If you lower the ordinary tax rate to 15%, then the non-deductible IRA wins by $1,979 ($34,813 vs. $32,834). If you raise your ordinary tax rate to 30%, then the taxable account wins loses by $3459 ($29,375 vs. $32,834). In general, taxable wins out when your tax rate at withdrawal is about 21%.


Scenario #2: Active Trading With Stocks or Stock Funds
Now if you have lots of buying and selling in your portfolio, then you’ll be subject to short-term capital gains every year. Here, if you assume 100% turnover (holding stocks for just under a year) and you still earn 8% annually, taxable will never win regardless of ordinary tax rates.
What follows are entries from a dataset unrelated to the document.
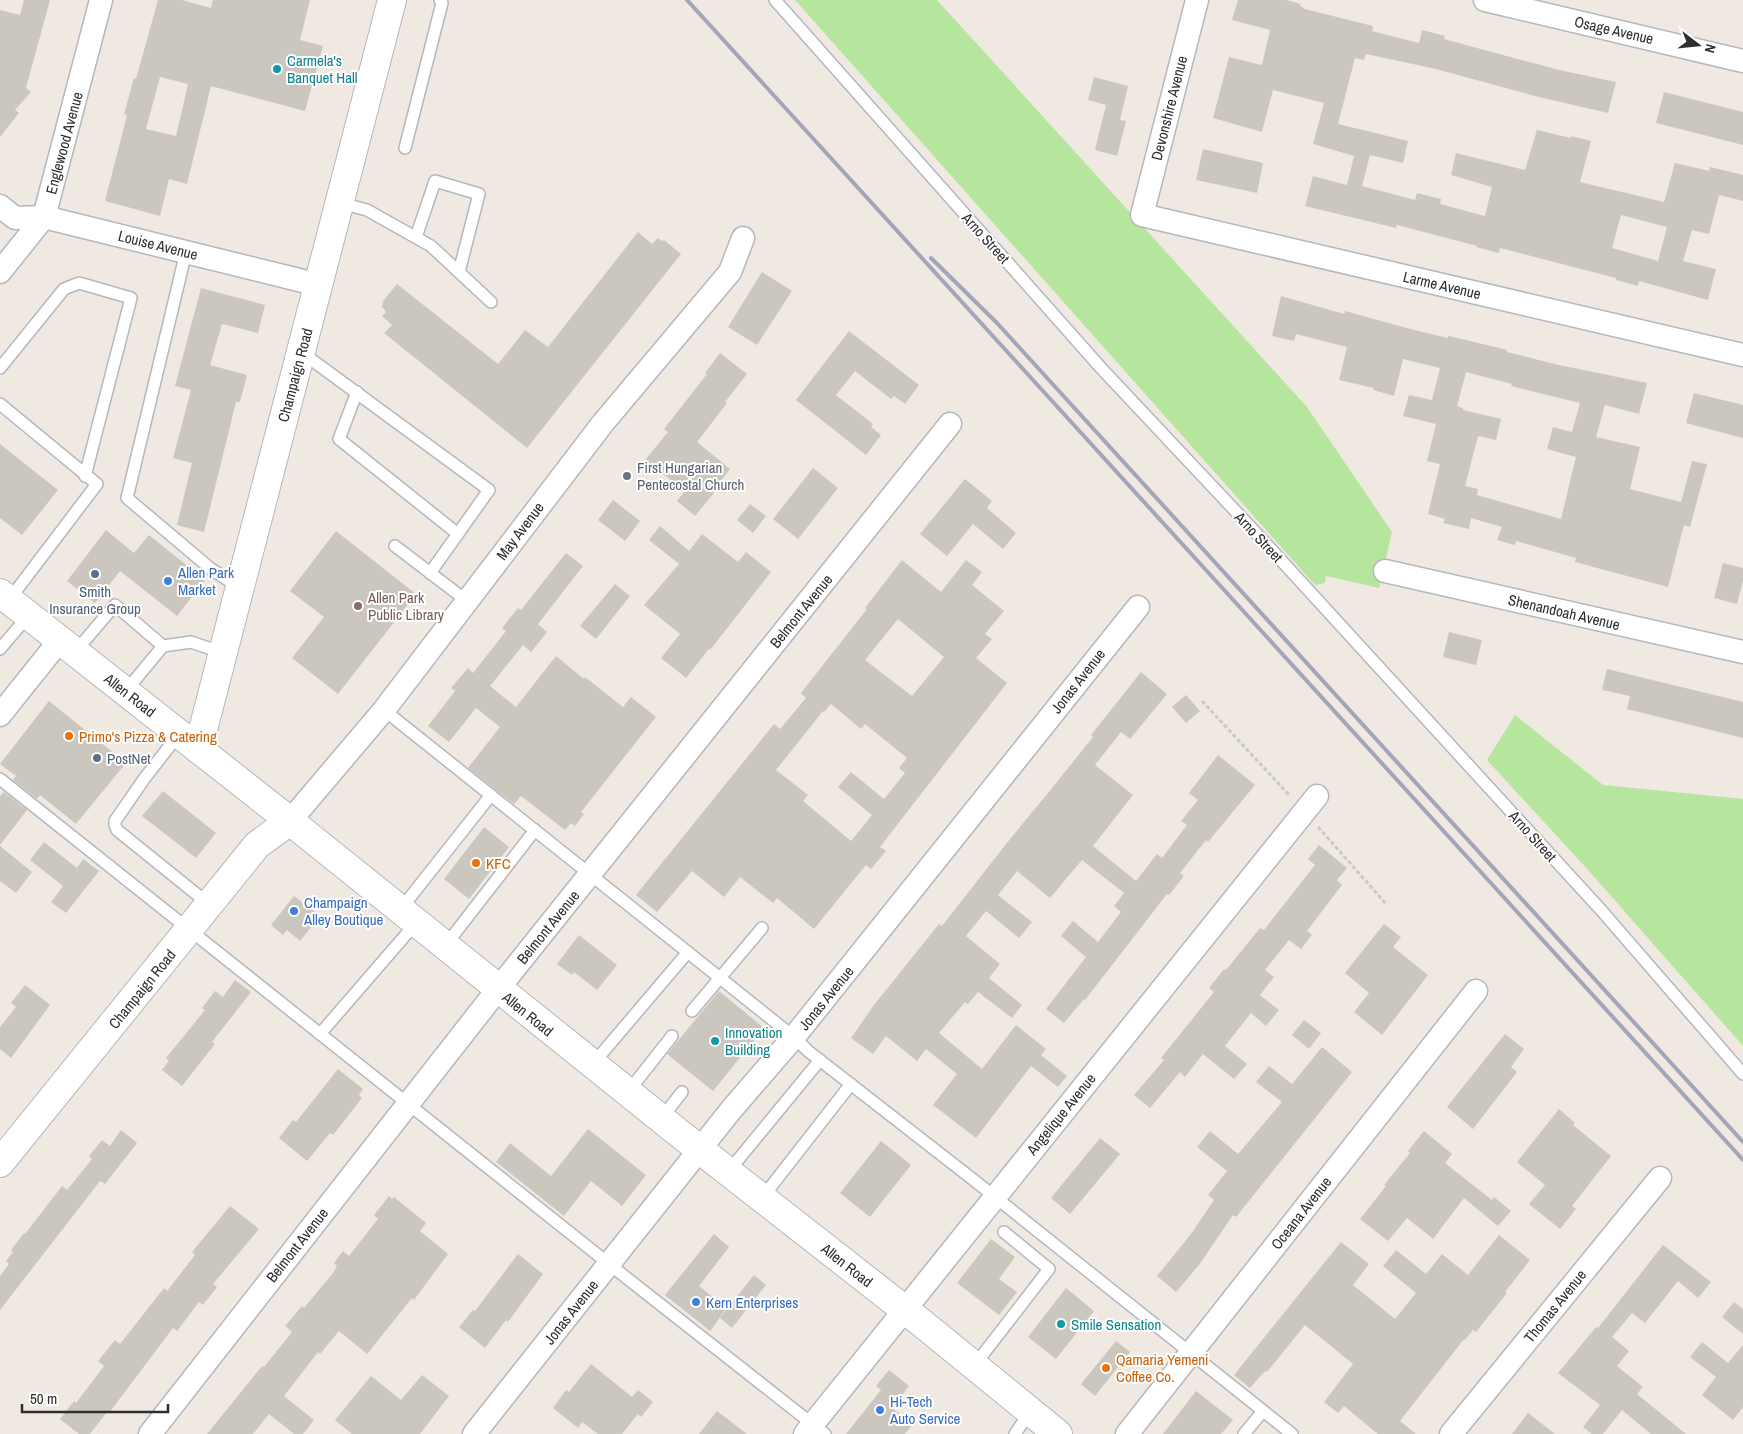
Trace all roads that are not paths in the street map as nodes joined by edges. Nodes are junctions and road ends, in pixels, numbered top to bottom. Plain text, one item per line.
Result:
1 (101, 0) edge
2 (392, 0) edge
3 (440, 0) edge
4 (775, 0) edge
5 (1197, 0) edge
6 (1486, 0) edge
7 (1743, 61) edge
8 (405, 148) dead end
9 (340, 203) junction
10 (0, 206) edge
11 (1142, 215) joint
12 (44, 217) junction
13 (416, 237) junction
14 (743, 238) dead end
15 (186, 252) junction
16 (0, 272) edge
17 (459, 272) junction
18 (318, 285) junction
19 (491, 302) dead end
20 (301, 352) junction
21 (1743, 355) edge
22 (0, 368) edge
23 (357, 392) junction
24 (0, 404) edge
25 (950, 424) dead end
26 (85, 476) junction
27 (458, 534) junction
28 (395, 546) dead end
29 (1385, 571) dead end
30 (430, 573) junction
31 (240, 588) junction
32 (467, 601) junction
33 (13, 603) edge
34 (1138, 607) dead end
35 (67, 646) junction
36 (163, 646) junction
37 (0, 649) edge
38 (1743, 652) edge
39 (223, 653) junction
40 (125, 692) junction
41 (384, 710) junction
42 (0, 715) edge
43 (189, 742) junction
44 (0, 779) edge
45 (491, 795) junction
46 (1317, 796) dead end
47 (290, 821) junction
48 (535, 830) junction
49 (590, 874) junction
50 (210, 905) junction
51 (408, 916) junction
52 (762, 928) dead end
53 (190, 930) junction
54 (445, 946) junction
55 (688, 952) junction
56 (720, 979) junction
57 (498, 989) junction
58 (1476, 991) dead end
59 (692, 1012) dead end
60 (320, 1034) junction
61 (672, 1036) dead end
62 (794, 1037) junction
63 (820, 1060) junction
64 (592, 1065) junction
65 (1743, 1074) edge
66 (851, 1084) junction
67 (627, 1092) junction
68 (682, 1092) dead end
69 (408, 1103) junction
70 (661, 1119) junction
71 (700, 1149) junction
72 (0, 1164) edge
73 (728, 1172) junction
74 (1660, 1178) dead end
75 (994, 1197) junction
76 (762, 1198) junction
77 (1004, 1232) dead end
78 (609, 1264) junction
79 (904, 1310) junction
80 (1190, 1354) junction
81 (974, 1366) junction
82 (1263, 1412) junction
83 (1023, 1423) edge
84 (814, 1431) edge
85 (150, 1434) edge
86 (474, 1434) edge
87 (1058, 1434) edge
88 (1127, 1434) edge
89 (1244, 1434) edge
90 (1292, 1434) edge
91 (1451, 1434) edge

1 - 12 street, Englewood Avenue
2 - 9 main road, Champaign Road
3 - 8 lane
4 - 65 lane, Arno Street
5 - 11 street, Devonshire Avenue
6 - 7 street, Osage Avenue
9 - 13 lane
9 - 18 main road, Champaign Road
10 - 12 street, Louise Avenue
11 - 21 street, Larme Avenue
12 - 15 street, Louise Avenue
12 - 16 street, Englewood Avenue
13 - 17 lane
13 - 17 lane
14 - 32 street, May Avenue
15 - 18 street, Louise Avenue
15 - 31 lane
17 - 19 lane
18 - 20 main road, Champaign Road
20 - 23 lane
20 - 31 main road, Champaign Road
22 - 26 lane
23 - 27 lane
23 - 27 lane
24 - 26 lane
25 - 49 street, Belmont Avenue
26 - 33 lane
27 - 30 lane
28 - 30 lane
29 - 38 street, Shenandoah Avenue
30 - 32 lane
31 - 39 main road, Champaign Road
32 - 41 street, May Avenue
33 - 35 main road, Allen Road
33 - 37 lane
34 - 62 street, Jonas Avenue
35 - 36 lane
35 - 40 main road, Allen Road
35 - 42 street
36 - 39 lane
36 - 40 lane
39 - 43 main road, Champaign Road
40 - 43 main road, Allen Road
41 - 45 lane
41 - 47 street, May Avenue
43 - 47 main road, Allen Road
43 - 50 lane
44 - 53 lane
45 - 48 lane
45 - 51 lane
46 - 75 street, Angelique Avenue
47 - 50 main road, Champaign Road
47 - 51 main road, Allen Road
48 - 49 lane
48 - 54 lane
49 - 55 lane
49 - 57 street, Belmont Avenue
50 - 53 main road, Champaign Road
51 - 54 main road, Allen Road
51 - 60 lane
52 - 56 lane
53 - 60 lane
53 - 72 main road, Champaign Road
54 - 57 main road, Allen Road
55 - 56 lane
55 - 64 lane
56 - 59 lane
56 - 62 lane
57 - 64 main road, Allen Road
57 - 69 street, Belmont Avenue
58 - 80 street, Oceana Avenue
60 - 69 lane
61 - 67 lane
62 - 63 lane
62 - 71 street, Jonas Avenue
63 - 66 lane
63 - 73 lane
64 - 67 main road, Allen Road
66 - 75 lane
66 - 76 lane
67 - 70 main road, Allen Road
68 - 70 lane
69 - 78 lane
69 - 85 street, Belmont Avenue
70 - 71 main road, Allen Road
71 - 73 main road, Allen Road
71 - 78 street, Jonas Avenue
73 - 76 main road, Allen Road
74 - 91 street, Thomas Avenue
75 - 79 street, Angelique Avenue
75 - 80 lane
76 - 79 main road, Allen Road
77 - 81 lane
78 - 84 lane
78 - 86 street, Jonas Avenue
79 - 81 main road, Allen Road
79 - 84 street, Angelique Avenue
80 - 82 lane
80 - 88 street, Oceana Avenue
81 - 83 main road, Allen Road
82 - 89 lane
82 - 90 lane
83 - 87 main road, Allen Road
Even at 9% return in taxable vs. 8% return in IRA. The yearly drag of taxes kills your returns, so you should probably seek the shelter of a IRA if you plan on investing in moderate-to-high turnover funds.

Scenario #3: Buy-and-Hold With Bonds or REIT Funds
Holding a bond fund or REIT (real estate) fund is actually similar to Scenario #2, because most of the earnings from bonds and REITs are due to their interest yield or dividend distributions, and those are taxed at the higher ordinary income rates.

Let’s say you have an REIT fund that also gains 8% annually, and 100% of it’s gains are in the form of unqualified dividends. (REITs have a historical average yield of about 6-8%)

At 25% income tax rates, the taxable account just can’t keep up with an final value of $22,974 vs. $31,188 from the non-deductible IRA. That’s a 35% increase in value by going with the IRA. As income tax rate rises, the IRA’s advantage increases. A similar result occurs for bonds, although the difference is smaller due to lower expected returns.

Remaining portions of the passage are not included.